The true value of Tiffany’s brand and its iconic colour mark was thrown into the spotlight in 2019 when Moet Hennessey Louis Vuitton (LVMH) made a bid to acquire the company. Its initial bid of $14bn was rejected and the deal eventually closed at $16.2bn. In 2019 Brand Finance valued the Tiffany brand alone at $5.895bn, making it the 351st most valuable brand in the world.
Nivea undertakes long-running battle for blue in cosmetics
A longstanding blue-focused brand that has had more of a bumpy trademark ride is that of German skin care company Beiersdorf. It has been using blue both for its company logo and flagship product, Nivea crème, since 1927.
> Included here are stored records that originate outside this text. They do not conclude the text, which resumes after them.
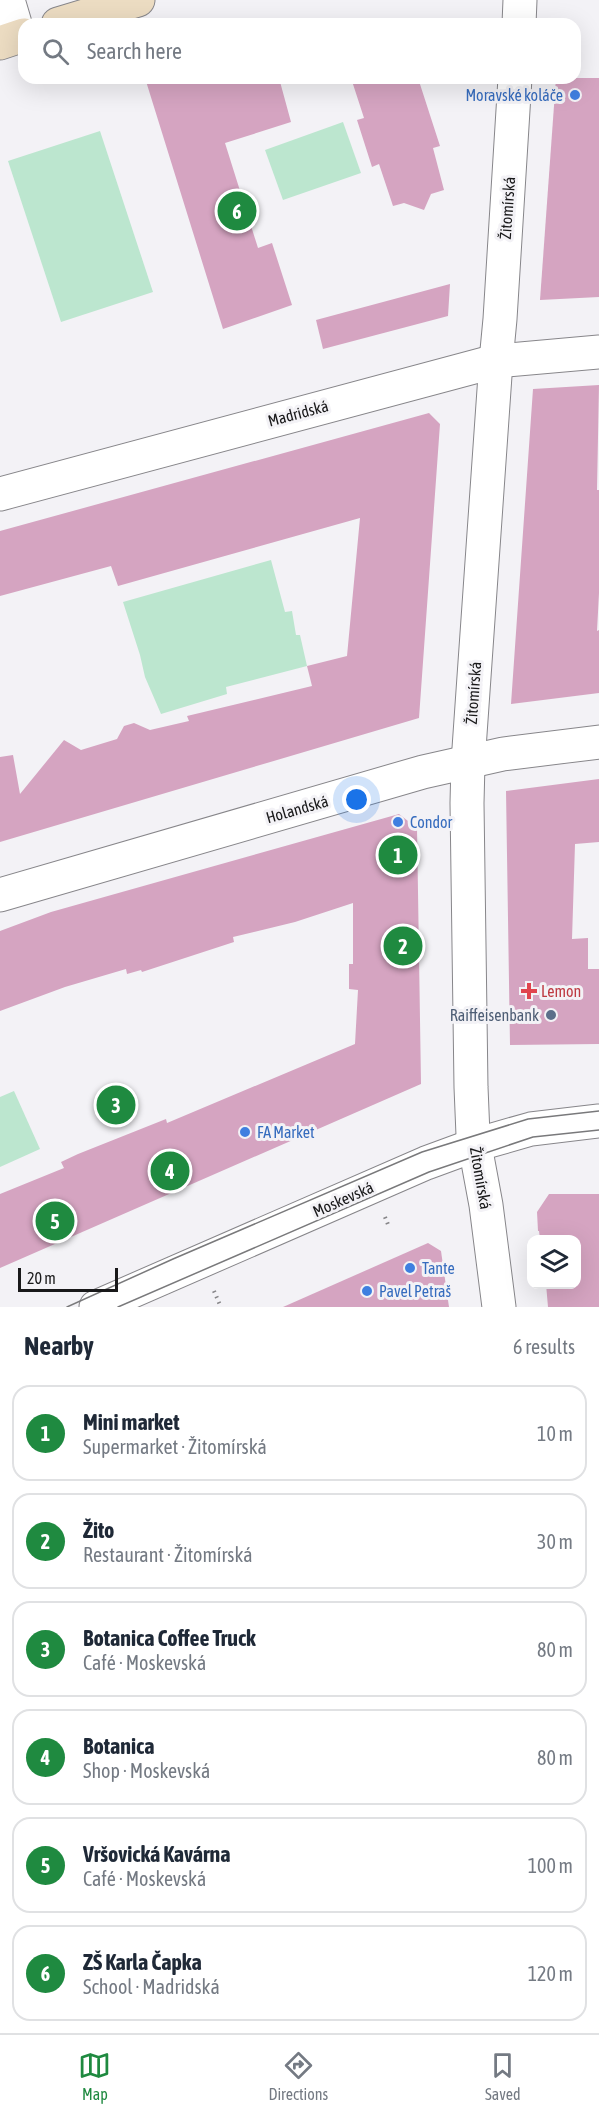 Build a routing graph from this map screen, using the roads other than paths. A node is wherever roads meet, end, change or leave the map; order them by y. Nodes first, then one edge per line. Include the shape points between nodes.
1 (8, 0) edge
2 (138, 0) edge
3 (520, 0) edge
4 (67, 14) edge
5 (519, 18) edge
6 (14, 38) edge
7 (515, 84) edge
8 (599, 352) edge
9 (496, 361) junction
10 (0, 494) edge
11 (599, 742) edge
12 (468, 763) junction
13 (0, 895) edge
14 (599, 1121) edge
15 (475, 1145) junction
16 (96, 1307) edge
17 (499, 1307) edge

1 - 6 street
2 - 4 street
3 - 5 street
7 - 9 street, Žitomírská
8 - 9 street, Madridská
9 - 10 street, Madridská
9 - 12 street, Žitomírská
11 - 12 street, Holandská via 503,754
12 - 13 street, Holandská via 405,777
12 - 15 street, Žitomírská
14 - 15 street, Moskevská via 531,1129
15 - 16 street, Moskevská
15 - 17 street, Žitomírská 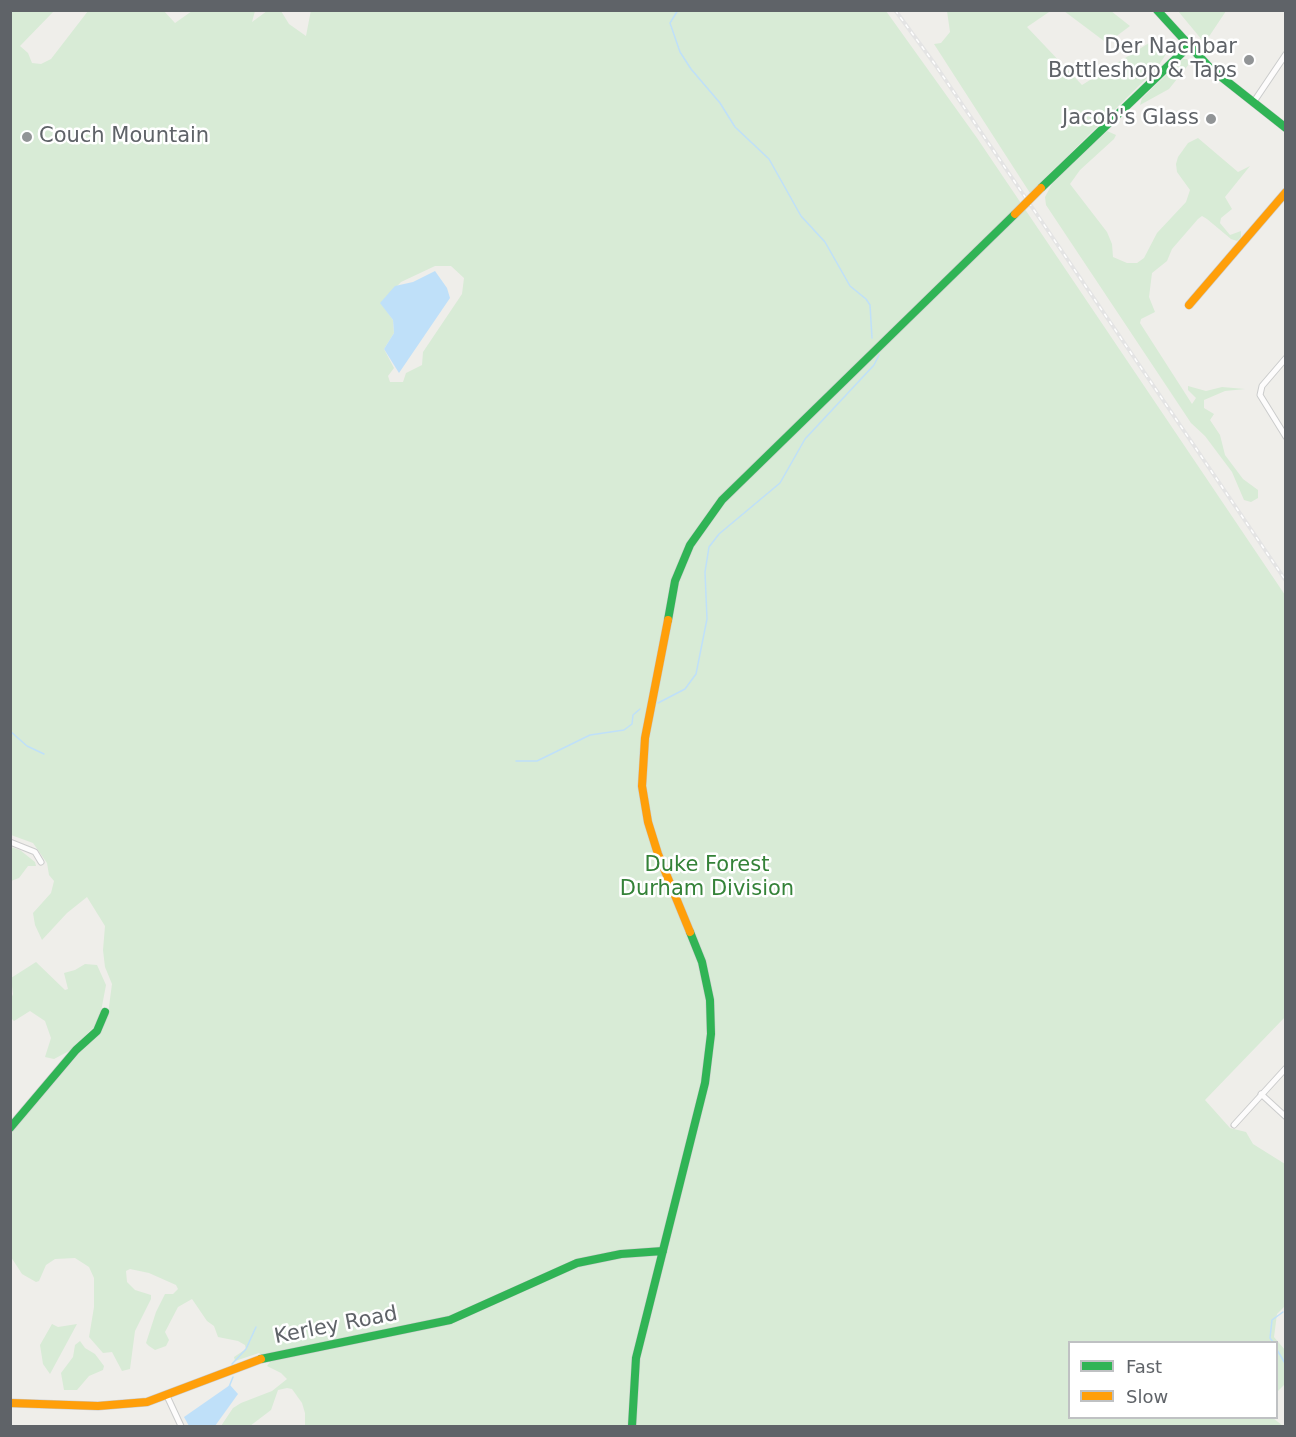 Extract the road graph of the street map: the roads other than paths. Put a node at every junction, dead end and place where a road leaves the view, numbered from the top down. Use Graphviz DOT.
graph roads {
  1 [pos="1157,10"];
  2 [pos="1188,47"];
  3 [pos="1286,54"];
  4 [pos="1253,103"];
  5 [pos="1286,128"];
  6 [pos="1286,192"];
  7 [pos="1189,305"];
  8 [pos="1286,358"];
  9 [pos="1286,437"];
  10 [pos="10,842"];
  11 [pos="40,862"];
  12 [pos="105,1012"];
  13 [pos="1286,1068"];
  14 [pos="1261,1094"];
  15 [pos="1286,1117"];
  16 [pos="1234,1125"];
  17 [pos="10,1128"];
  18 [pos="663,1251"];
  19 [pos="167,1396"];
  20 [pos="10,1403"];
  21 [pos="181,1426"];
  22 [pos="632,1426"];
  1 -- 2 [label="street"];
  2 -- 4 [label="street"];
  2 -- 18 [label="street, bridge"];
  3 -- 4 [label="street"];
  4 -- 5 [label="street"];
  6 -- 7 [label="street"];
  8 -- 9 [label="street"];
  10 -- 11 [label="street"];
  12 -- 17 [label="street"];
  13 -- 14 [label="street"];
  14 -- 15 [label="street"];
  14 -- 16 [label="street"];
  18 -- 19 [label="street, Kerley Road"];
  18 -- 22 [label="street"];
  19 -- 20 [label="street, Kerley Road"];
  19 -- 21 [label="street"];
} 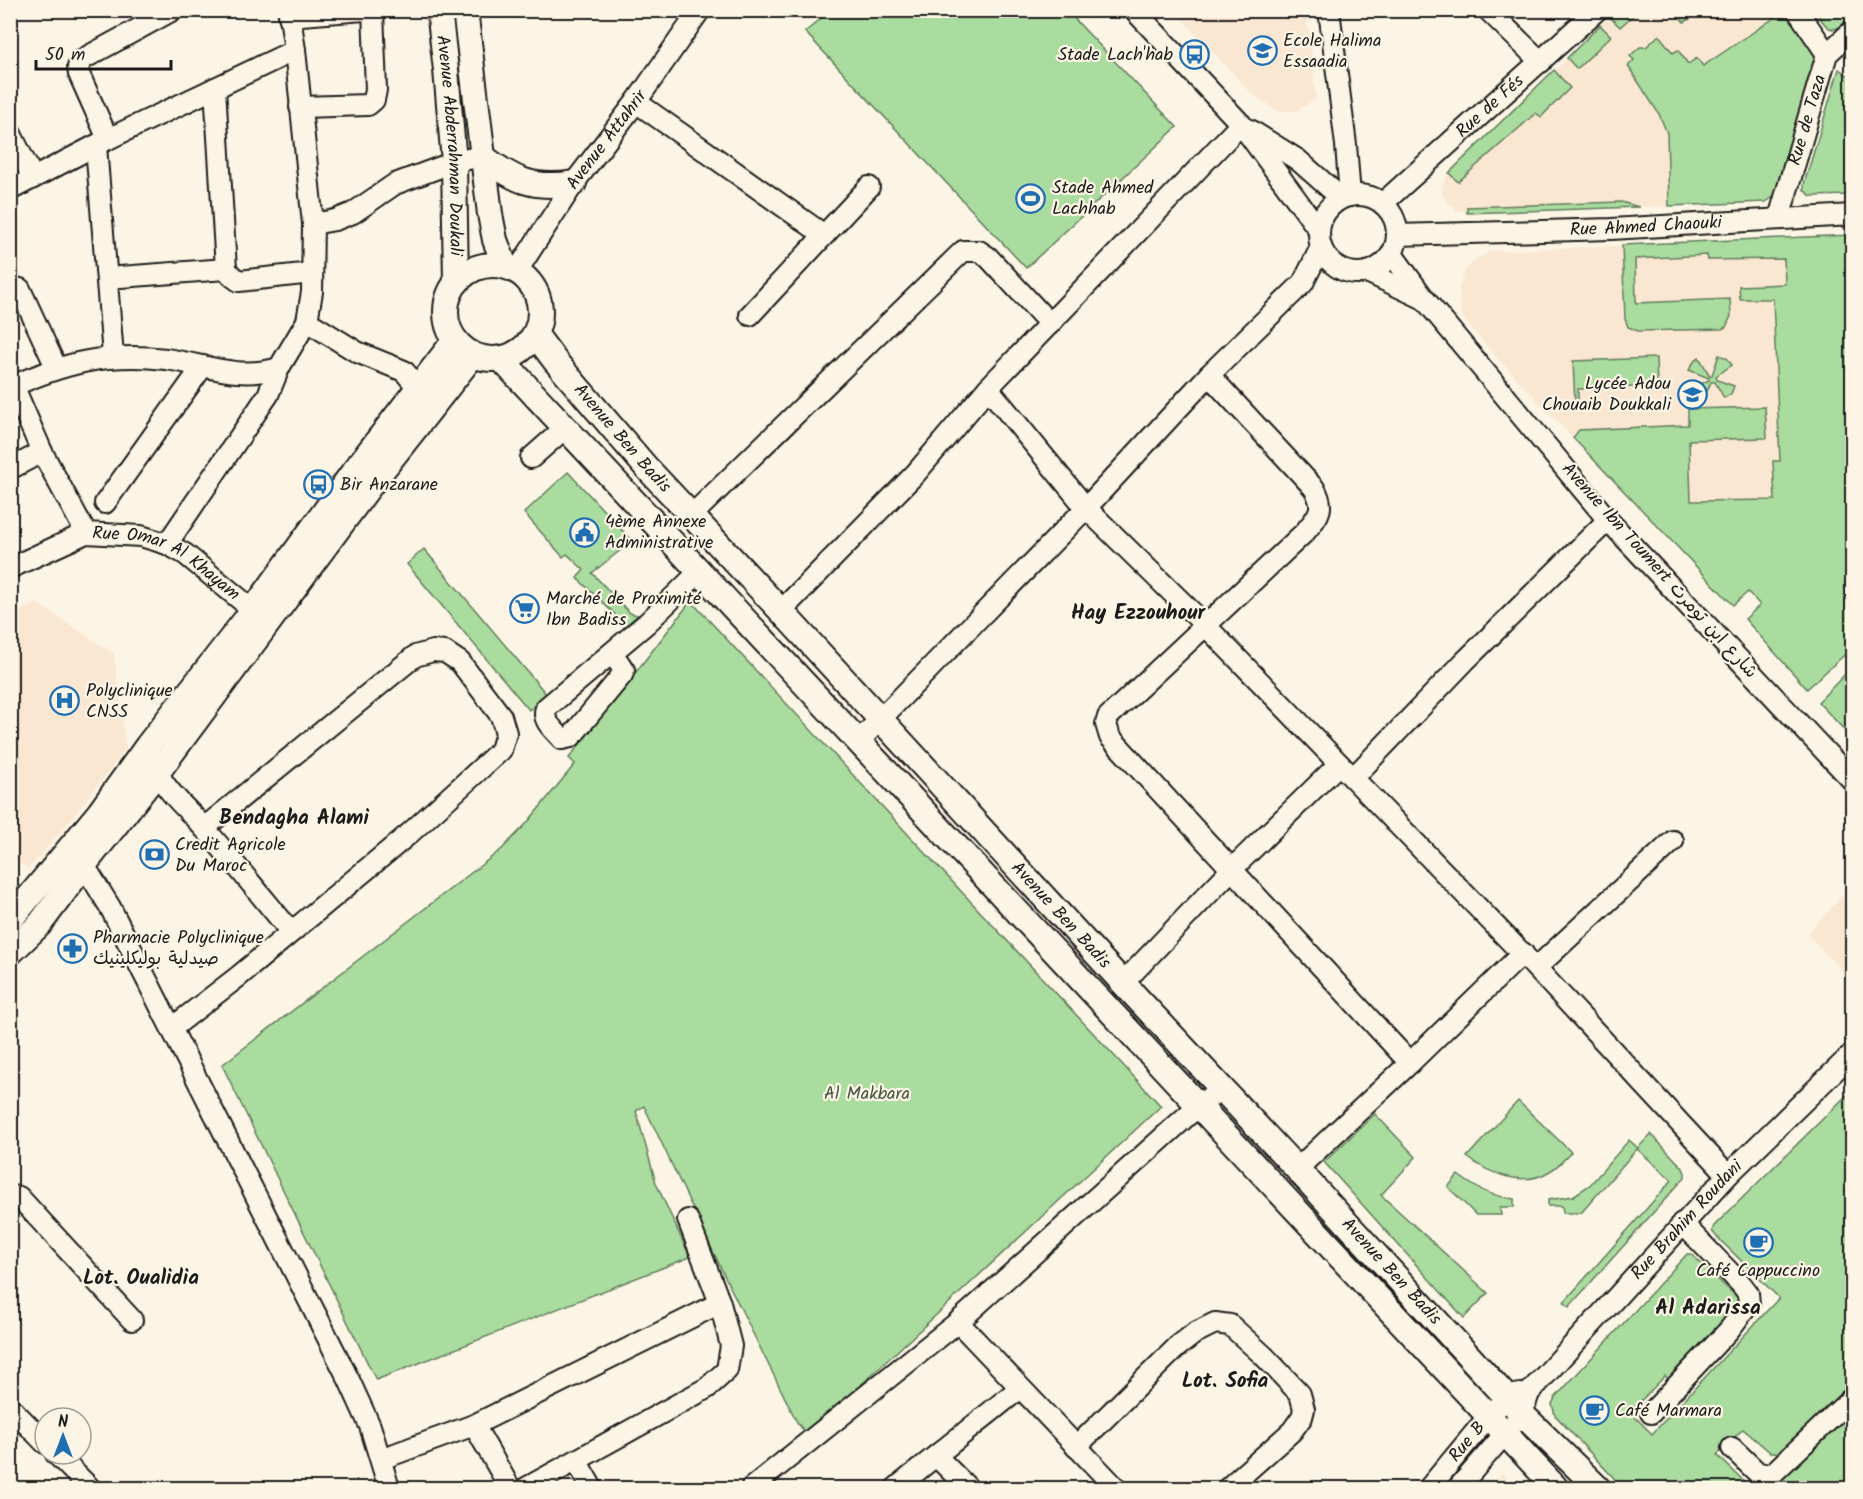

In 2005, Nivea applied to register Pantone 280C as a trademark in the category of cosmetics, specifically in skin and personal care products. When the right was granted in 2007, UK-based Unilever – which has its own line of blue-branded products – applied for cancellation on the basis that, unlike Tiffany, Nivea had not acquired the necessary distinctiveness for the granting of a colour mark.
This was the start of more than a decade of wrangling between the two brands, hinging on surveys conducted on behalf of Beiersdorf aimed at proving that a high proportion of consumers recognised Pantone 280C as synonymous with Nivea. In 2019, after a survey showed 58% of German consumers expected dark blue containers to contain Nivea products in relation to specific products, Beiersdorf limited its application to those products and Unilever subsequently withdrew its cancellation application.
Not satisfied with the mere withdrawal of the application, however, Beiersdorf pressed for a further final judicial decision, but the Federal Patent Court resisted on the grounds that the withdrawal of the cancellation application removed any requirement. So Nivea Blue remains under trademark protection, but Beiersdorf failed to receive a final decision confirming its colour mark as distinctive, which could potentially leave it open to challenge in future. You can read more about this here.
Shipping company secures sea blue
Despite the inherent challenges of registering colour marks, they are still desirable. Shipping company MAERSK recently celebrated obtaining a Danish colour mark for Pantone Maersk Blue related to sea freight transport. This is only the second colour mark to be granted in Denmark. Supporting its application was a survey showing that an impressive 88% of the relevant public associated the colour with Maersk.
In our increasingly visual society, colour will likely increase as a battleground for brands and we may see more companies embarking on the challenge of claiming a colour mark.